Business

North West fever

Well, Kim Kardashian’s baby is a celebrity already, despite never having done anything. Come to think of it, isn’t that true of mom? Anyway, these mags have the latest on little North West.

Kardashian-haters will love Star’s take on the June 15 birth of Li’l Kim. The gossip rag paints a picture of a delivery from hell with Kim and her overbearing mother Kris almost gleefully creating havoc in the LA hospital where Kim and Kanye’s baby was born. According to Star, their diva antics had nurses breaking down in tears and baby daddy Kanye in a rage. He was pushed out of the delivery room to make way for Kim’s film crew, Star tells us. And he had a blowout fight with Kris right in the delivery room over who will have say over this baby’s life. Kim, meanwhile, had her makeup crew with her the whole time and delivered the baby in “designer heels.” No doubt Kim is a diva, but large swaths of Star’s account came off as exaggerated and cartoonish. We’re surprised Star didn’t report that the baby was born with horns on her poor, wee head.

Star’s depiction of the birth may have seemed exaggerated, but at least it was entertaining — which is far more than we can say for US Weekly, which read like it had been written by one of Kim’s teenage sisters for the Kardashian Christmas newsletter. According to US, everything went perfectly, and mommy and daddy couldn’t be happier and in love and successful and beautiful and …. well, you get the drift. The mag goes to great lengths to dismiss all those nasty rumors about Kim and Kanye leading up to the birth, even though it was evident Kanye’s mind has been on his new album, which dropped June 18. US also takes a different stance on whether this baby will be in the spotlight, saying the birth was not filmed and that Kim has told friends that she “100 percent wouldn’t sell photos of the baby.” Yeah, right.

People also serves up a sunny version of Kim and Kanye, but in a much more entertaining and believable way than US. It’s interesting to note that People uses the same shots of Kim pregnant in a bikini that US used, as well as similar details of the pregnancy. At least People doesn’t pussyfoot around what has been a clearly troublesome time for the reality TV star, even if it does report that Kim and Kanye plan to get married. “He definitely wants to marry her,” a Kanye source tells the gossip mag. It attributes Kanye’s “grim” appearance of late to his “increasingly antagonistic view of the media” rather than any distress between the lovebirds. It also cites preeclampsia, a high blood pressure disorder caused by pregnancy, as the likely the cause of the early birth.

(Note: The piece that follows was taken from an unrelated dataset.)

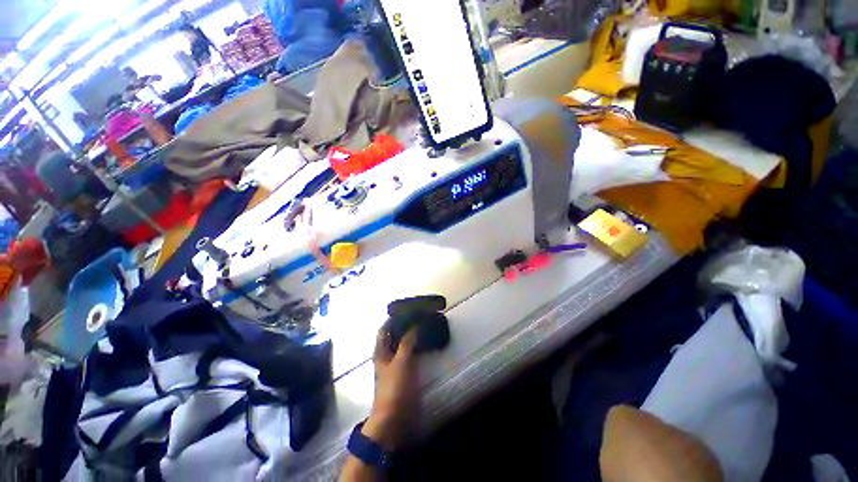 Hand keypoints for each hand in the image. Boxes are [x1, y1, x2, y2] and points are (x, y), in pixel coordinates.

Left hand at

In Touch gives readers a super sad but gripping view of the reality star’s current life. Kanye only made it to the birth because he happened to be in the same time zone at the right time. The couple are clashing over everything, and yet he’s barely been there during her difficult pregnancy. Like Star, In Touch says Kim is desperate to get her old body back and therefore has decided not to breast-feed. “You can’t get Botox while you’re breast-feeding,” one source said. Unlike Star, In Touch describes Kanye as the control freak in the delivery room and the guy calling the shots, with Kim being viewed as alone and terrified and facing the prospect of raising little North West alone. Even gramma Kris left the new mom the day after the pregnancy to attend the Daytime Emmys.

The New Yorker seems preoccupied this week with a number of epidemics now plaguing sundry parts of the world. Outside the city, Lyme disease is escalating, and so is the argument over how to treat it. Al Qaeda was recently blown back after taking over the war-torn African nation of Mali, but fears linger that it could attempt a coup again. There’s even a piece by John McPhee and his battle against an epidemic of lost golf balls that litter the bottom of the Delaware River. Scariest of all, though, is dissident poet Liao Yiwu’s new prison memoir, which details four years of grisly torture by Chinese authorities. After the failed rebellion of 1989, the Communists essentially paid off dissident artists to keep quiet. “The same people who used to march fearlessly in the street for democracy now have become ‘apolitical’ in the current era of rampant materialism — Communist style,” Liao writes. “Our whole country was suddenly busy making money, which was a corrosive acid that dissolved political dissent.”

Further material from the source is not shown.